I ate the cone first, then the dog and I shared the sandwich (but I ate most of it). I was feeling a bit full, but that Blizzard looked so good so I ate that next. And because I was feeding my sugar addition I ATE IT ALL! By this time I was feeling sick. I got home, walked the dog, put the other ice ream treat in the freezer and suffered through a horrible over-eating, over-sugared evening. I had no room for a decent dinner; my husband ate most of the other ice cream treat (I had to have at least a bite!) and I suffered through a horrible over-eating, over-sugared night of not being able to fall asleep.

You would think that I've learned a lesson here, but it seems I've "learned" this lesson before. (think a hangover). We'll have to see how long this "need" to have sugar stays with me. It is always to break an addiction, but I've done it before. So I know I can do it again.

Sunday, March 3, 2013

Above Average & Horizontal Stripes

At the Hudson Bay Company store in Vancouver BC, Canada the area for larger women is called "Above Average Woman". I like that. I'm above average in height, intelligence, bust size, swimming skill, and at one time weight. It made me feel better than going to the Plus Size shop or Misses area. Just saying.

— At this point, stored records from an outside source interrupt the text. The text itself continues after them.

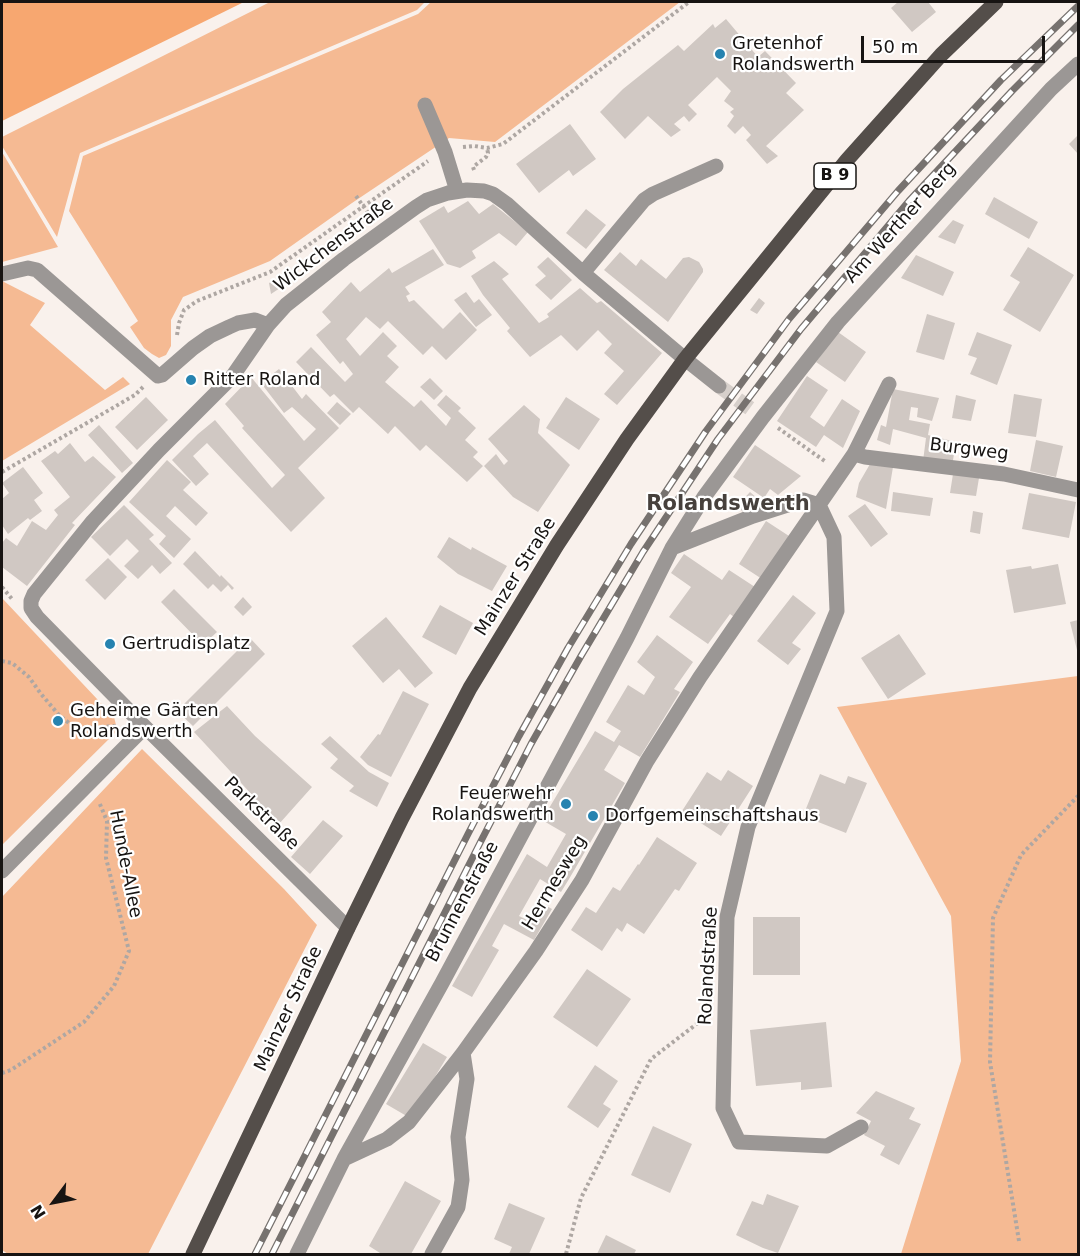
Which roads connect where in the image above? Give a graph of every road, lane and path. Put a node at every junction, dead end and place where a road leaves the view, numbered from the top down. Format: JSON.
{"nodes":[{"id":1,"x":996,"y":2,"type":"edge"},
{"id":2,"x":1078,"y":64,"type":"edge"},
{"id":3,"x":424,"y":105,"type":"dead end"},
{"id":4,"x":487,"y":148,"type":"dead end"},
{"id":5,"x":716,"y":166,"type":"dead end"},
{"id":6,"x":476,"y":190,"type":"junction"},
{"id":7,"x":457,"y":191,"type":"junction"},
{"id":8,"x":356,"y":196,"type":"dead end"},
{"id":9,"x":381,"y":231,"type":"junction"},
{"id":10,"x":583,"y":273,"type":"junction"},
{"id":11,"x":2,"y":274,"type":"edge"},
{"id":12,"x":268,"y":325,"type":"junction"},
{"id":13,"x":685,"y":359,"type":"junction"},
{"id":14,"x":156,"y":375,"type":"junction"},
{"id":15,"x":889,"y":384,"type":"dead end"},
{"id":16,"x":719,"y":386,"type":"tunnel mouth"},
{"id":17,"x":759,"y":415,"type":"junction"},
{"id":18,"x":854,"y":454,"type":"junction"},
{"id":19,"x":2,"y":472,"type":"edge"},
{"id":20,"x":841,"y":472,"type":"junction"},
{"id":21,"x":1078,"y":490,"type":"edge"},
{"id":22,"x":819,"y":505,"type":"junction"},
{"id":23,"x":672,"y":548,"type":"junction"},
{"id":24,"x":2,"y":661,"type":"edge"},
{"id":25,"x":146,"y":728,"type":"junction"},
{"id":26,"x":129,"y":743,"type":"junction"},
{"id":27,"x":90,"y":782,"type":"junction"},
{"id":28,"x":1078,"y":796,"type":"edge"},
{"id":29,"x":2,"y":871,"type":"edge"},
{"id":30,"x":348,"y":928,"type":"junction"},
{"id":31,"x":726,"y":1001,"type":"junction"},
{"id":32,"x":463,"y":1053,"type":"junction"},
{"id":33,"x":2,"y":1073,"type":"edge"},
{"id":34,"x":861,"y":1127,"type":"dead end"},
{"id":35,"x":344,"y":1159,"type":"junction"},
{"id":36,"x":1019,"y":1241,"type":"dead end"},
{"id":37,"x":194,"y":1254,"type":"edge"},
{"id":38,"x":297,"y":1254,"type":"edge"},
{"id":39,"x":432,"y":1254,"type":"edge"},
{"id":40,"x":566,"y":1254,"type":"edge"}],
"edges":[{"from":1,"to":13,"type":"main road","name":"Mainzer Straße","number":"B 9"},
{"from":2,"to":17,"type":"street","name":"Am Werther Berg"},
{"from":3,"to":7,"type":"street"},
{"from":4,"to":6,"type":"path"},
{"from":5,"to":10,"type":"street"},
{"from":6,"to":7,"type":"street","name":"Wickchenstraße"},
{"from":6,"to":10,"type":"street","name":"Wickchenstraße"},
{"from":7,"to":9,"type":"street","name":"Wickchenstraße"},
{"from":8,"to":9,"type":"path"},
{"from":9,"to":12,"type":"street","name":"Wickchenstraße"},
{"from":10,"to":13,"type":"street","name":"Wickchenstraße"},
{"from":11,"to":14,"type":"street"},
{"from":12,"to":14,"type":"street"},
{"from":12,"to":25,"type":"street","name":"Wickchenstraße"},
{"from":13,"to":16,"type":"street","name":"Wickchenstraße"},
{"from":13,"to":30,"type":"main road","name":"Mainzer Straße","number":"B 9"},
{"from":14,"to":19,"type":"path"},
{"from":15,"to":18,"type":"street","name":"Hermesweg"},
{"from":17,"to":20,"type":"path"},
{"from":17,"to":23,"type":"street","name":"Brunnenstraße"},
{"from":18,"to":20,"type":"street","name":"Hermesweg"},
{"from":18,"to":21,"type":"street","name":"Burgweg"},
{"from":20,"to":22,"type":"street","name":"Hermesweg"},
{"from":22,"to":23,"type":"street"},
{"from":22,"to":31,"type":"street","name":"Rolandstraße"},
{"from":22,"to":32,"type":"street","name":"Hermesweg"},
{"from":23,"to":35,"type":"street","name":"Brunnenstraße"},
{"from":24,"to":26,"type":"path"},
{"from":25,"to":26,"type":"street"},
{"from":25,"to":30,"type":"street","name":"Parkstraße"},
{"from":26,"to":27,"type":"street"},
{"from":27,"to":29,"type":"street"},
{"from":27,"to":33,"type":"path","name":"Hunde-Allee"},
{"from":28,"to":36,"type":"path"},
{"from":30,"to":37,"type":"main road","name":"Mainzer Straße","number":"B 9"},
{"from":31,"to":34,"type":"street","name":"Rolandstraße"},
{"from":31,"to":40,"type":"path"},
{"from":32,"to":35,"type":"street","name":"Hermesweg"},
{"from":32,"to":39,"type":"street"},
{"from":35,"to":38,"type":"street","name":"Brunnenstraße"}]}
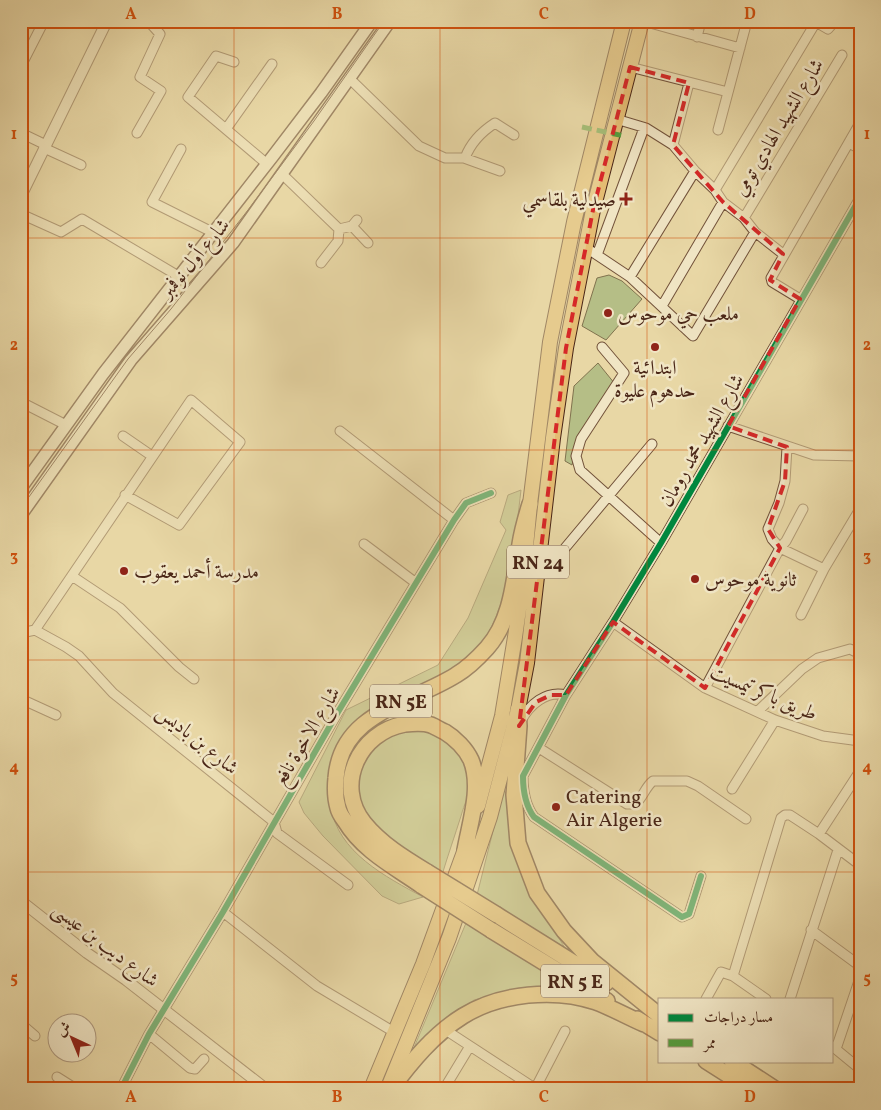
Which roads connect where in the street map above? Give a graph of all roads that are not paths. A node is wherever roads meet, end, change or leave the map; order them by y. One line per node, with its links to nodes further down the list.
1 (44, 21): 16 (street)
2 (107, 21): 31 (street)
3 (372, 21): 36 (main road, شارع أول نوفمبر)
4 (390, 21): 18 (main road, شارع أول نوفمبر)
5 (624, 21): 71 (highway, RN 24)
6 (643, 21): 11 (street); 17 (highway, RN 24)
7 (701, 21): 11 (street)
8 (747, 21): 12 (street)
9 (835, 21): 40 (street)
10 (149, 22): 27 (street)
11 (697, 36): 12 (street)
12 (740, 48): 20 (street)
13 (842, 55): 45 (street, شارع الشهيد الهادي تومي)
14 (234, 62): 24 (street)
15 (272, 64): 24 (street)
16 (21, 66)
17 (630, 67): 19 (street); 21 (highway, RN 24)
18 (350, 79): 34 (street); 39 (main road, شارع أول نوفمبر)
19 (689, 83): 20 (street); 30 (street)
20 (728, 92): 25 (street)
21 (616, 119): 23 (street); 50 (highway, RN 24)
22 (860, 123): 29 (street)
23 (644, 128): 30 (street); 50 (street)
24 (226, 129): 36 (street)
25 (718, 130)
26 (21, 132): 31 (street)
27 (137, 133)
28 (514, 136): 34 (street)
29 (849, 142): 32 (street); 51 (street)
30 (673, 145): 38 (street)
31 (45, 147): 35 (street); 41 (street)
32 (860, 149)
33 (181, 150): 47 (street)
34 (464, 158): 37 (street)
35 (81, 164)
36 (267, 164): 47 (main road, شارع أول نوفمبر)
37 (500, 171)
38 (694, 171): 40 (street); 54 (street)
39 (282, 174): 46 (street); 74 (main road, شارع أول نوفمبر)
40 (715, 190): 43 (street)
41 (21, 196)
42 (860, 198): 55 (street, شارع الشهيد محمد رومان)
43 (723, 202): 45 (street); 56 (street)
44 (21, 214): 53 (street)
45 (744, 218): 48 (street)
46 (339, 229): 49 (street); 52 (street)
47 (212, 232): 53 (main road, شارع أول نوفمبر)
48 (755, 232): 51 (street); 56 (street)
49 (368, 243)
50 (591, 251): 54 (street); 92 (highway, RN 24)
51 (783, 254): 55 (street)
52 (321, 263)
53 (180, 277): 59 (main road, شارع أول نوفمبر)
54 (630, 277): 56 (street)
55 (800, 299): 60 (street, شارع الشهيد محمد رومان)
56 (662, 306)
57 (602, 347): 70 (street)
58 (21, 402): 59 (street)
59 (66, 425): 67 (main road, شارع أول نوفمبر)
60 (728, 426): 64 (street); 76 (street, شارع الشهيد محمد رومان)
61 (340, 431): 75 (street)
62 (123, 436): 65 (street)
63 (652, 444): 70 (street)
64 (787, 446): 66 (street); 78 (street)
65 (152, 456): 69 (street); 69 (street)
66 (860, 456)
67 (21, 488)
68 (491, 492): 75 (street, شارع الاخوة نافع)
69 (125, 495): 81 (street)
70 (609, 496): 76 (street); 79 (street)
71 (530, 504): 104 (highway, RN 24); 108 (highway, RN 5E)
72 (803, 509): 78 (street)
73 (860, 509): 80 (street)
74 (21, 515)
75 (454, 520): 82 (street, شارع الاخوة نافع)
76 (661, 543): 84 (street, شارع الشهيد محمد رومان)
77 (364, 544): 82 (street)
78 (780, 548): 80 (street); 89 (street)
79 (555, 560)
80 (824, 569): 83 (street)
81 (72, 576): 85 (street); 88 (street)
82 (416, 583): 102 (street, شارع الاخوة نافع)
83 (801, 615)
84 (613, 622): 89 (street, طريق باكر تيمسيت); 90 (street, شارع الشهيد محمد رومان)
85 (35, 630): 86 (street); 102 (street, شارع بن باديس)
86 (21, 633)
87 (860, 654): 93 (street)
88 (194, 679)
89 (705, 688): 93 (street, طريق باكر تيمسيت)
90 (566, 695): 96 (street); 98 (street, شارع الشهيد محمد رومان)
91 (21, 699): 94 (street)
92 (518, 710): 96 (highway); 145 (highway, RN 24)
93 (758, 711): 95 (street, طريق باكر تيمسيت)
94 (56, 715)
95 (775, 720): 97 (street, طريق باكر تيمسيت); 100 (street)
96 (519, 726): 122 (highway)
97 (860, 741)
98 (539, 748): 101 (street); 107 (street, شارع الشهيد محمد رومان)
99 (860, 771): 103 (street)
100 (732, 789)
101 (746, 819)
102 (274, 822): 109 (street, شارع بن باديس); 111 (street, شارع الاخوة نافع)
103 (819, 834): 105 (street); 116 (street)
104 (465, 850): 108 (highway, RN 5E); 128 (highway, RN 24)
105 (838, 850): 106 (street); 114 (street)
106 (860, 864)
107 (701, 876)
108 (425, 879): 112 (highway, RN 5E, bridge); 113 (highway, RN 5E, bridge)
109 (348, 885)
110 (21, 901): 121 (street, شارع ديب بن عيسى)
111 (223, 912): 121 (street, شارع الاخوة نافع); 128 (street)
112 (497, 915): 123 (highway, RN 5 E)
113 (491, 930): 125 (highway, RN 5 E)
114 (812, 930): 115 (street); 120 (street)
115 (860, 966)
116 (733, 976): 118 (street); 119 (street)
117 (860, 978): 133 (street)
118 (707, 998)
119 (765, 998)
120 (790, 998)
121 (164, 1010): 130 (street, شارع الاخوة نافع); 140 (street, شارع ديب بن عيسى)
122 (658, 1014)
123 (658, 1015)
124 (21, 1024): 131 (street)
125 (644, 1024): 126 (highway); 129 (highway, RN 5 E)
126 (444, 1030): 132 (street); 145 (highway)
127 (565, 1031): 147 (street)
128 (394, 1032): 144 (highway, RN 24)
129 (658, 1032)
130 (149, 1034): 134 (street); 143 (street, شارع الاخوة نافع)
131 (36, 1036)
132 (470, 1046): 146 (street); 147 (street)
133 (834, 1048): 137 (street)
134 (204, 1059)
135 (708, 1062): 148 (highway)
136 (734, 1062): 149 (highway)
137 (860, 1069)
138 (56, 1077): 142 (street)
139 (21, 1082): 141 (street)
140 (260, 1087)
141 (30, 1089)
142 (76, 1089)
143 (121, 1089)
144 (371, 1089)
145 (389, 1089)
146 (444, 1089)
147 (536, 1089)
148 (750, 1089)
149 (775, 1089)

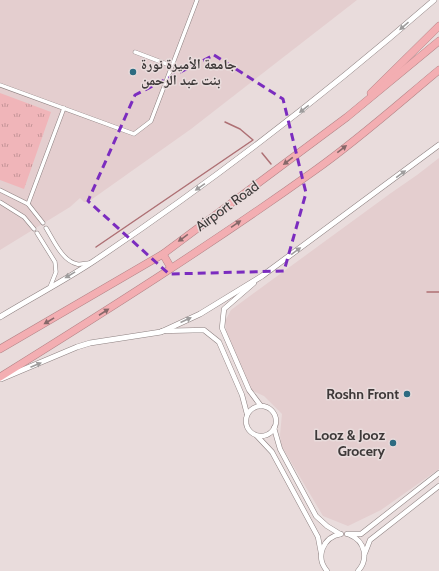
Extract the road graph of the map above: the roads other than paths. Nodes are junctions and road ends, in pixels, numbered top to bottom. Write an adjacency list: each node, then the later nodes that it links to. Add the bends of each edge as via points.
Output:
1 (197, 0): 6 (street)
2 (434, 0): 20 (main road, one-way to 20, via 367,58 267,138)
3 (439, 26): 10 (highway)
4 (439, 41): 10 (highway, Airport Road, via 407,70)
5 (135, 52): 6 (street)
6 (172, 66): 9 (street, via 151,121 134,134)
7 (439, 70): 21 (highway, Airport Road, one-way to 7, via 314,171)
8 (0, 85): 9 (street)
9 (64, 108): 14 (street)
10 (343, 120): 19 (highway, Airport Road, one-way to 19)
11 (439, 145): 22 (main road, one-way to 11)
12 (0, 190): 14 (street)
13 (0, 202): 17 (street, via 24,216)
14 (28, 204): 15 (street)
15 (43, 223)
16 (46, 228): 20 (street, via 70,262 78,265)
17 (34, 229)
18 (37, 233): 23 (street, via 55,262 56,272)
19 (163, 254): 21 (highway); 26 (highway, Airport Road, one-way to 26)
20 (92, 262): 23 (main road, one-way to 23)
21 (171, 268): 27 (highway, Airport Road, one-way to 21)
22 (262, 276): 25 (main road, one-way to 22, via 200,314); 28 (street, via 224,309 222,328 249,390)
23 (50, 288): 24 (main road)
24 (0, 316)
25 (161, 332): 27 (main road, one-way to 25, via 90,343); 29 (street, via 204,330 219,342 242,395)
26 (0, 349)
27 (0, 378)
28 (261, 406): 29 (street, via 254,407); 30 (street, via 273,412 276,421)
29 (247, 414): 31 (street, via 247,428)
30 (274, 428): 31 (street, via 268,434); 34 (street, via 280,449 316,516)
31 (257, 436): 36 (street, via 272,452 283,471 318,536)
32 (439, 473): 35 (street, via 361,534)
33 (439, 486): 37 (street, via 370,540)
34 (340, 534): 35 (street); 36 (street, via 327,540)
35 (347, 534): 37 (street, via 359,541)
36 (321, 553): 39 (street, via 321,560)
37 (365, 553): 38 (street)
38 (361, 570)
39 (327, 571)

I remember going into a local department store and seeing these really nice zipper, wool vests with vertical stripes. The designer also designed for larger women so I was excited to look for them in the Misses area of the store. I found them...BUT the stripes were horizontal. Nothing like making a heavy woman look heavier than a wool, zipper vest with horizontal stripes. I was shocked and disappointed.

Today, I brought out some of my spring and summer tops that have been too small; a lot of them have horizontal stripes...BUT as I tried them all on they looked really nice on me. I'm still busty, but the cut of the top really made me look curvy and I will wear them! I will not have shop for spring and summer clothes this year. A couple of them were too big and I'll donate them to the thrift shop. I didn't try on the shorts, I'm waiting for a warmer day for that thrill. I'm so glad I now look good in horizontal stripes because I have a feeling that horizontal stripes will be around for awhile.

Monday, February 18, 2013

Not Overweight Any More

I've hit a "normal" weight for my height. It's still rather heavy, but it will help me get a better rate on my life insurance and that's a good start.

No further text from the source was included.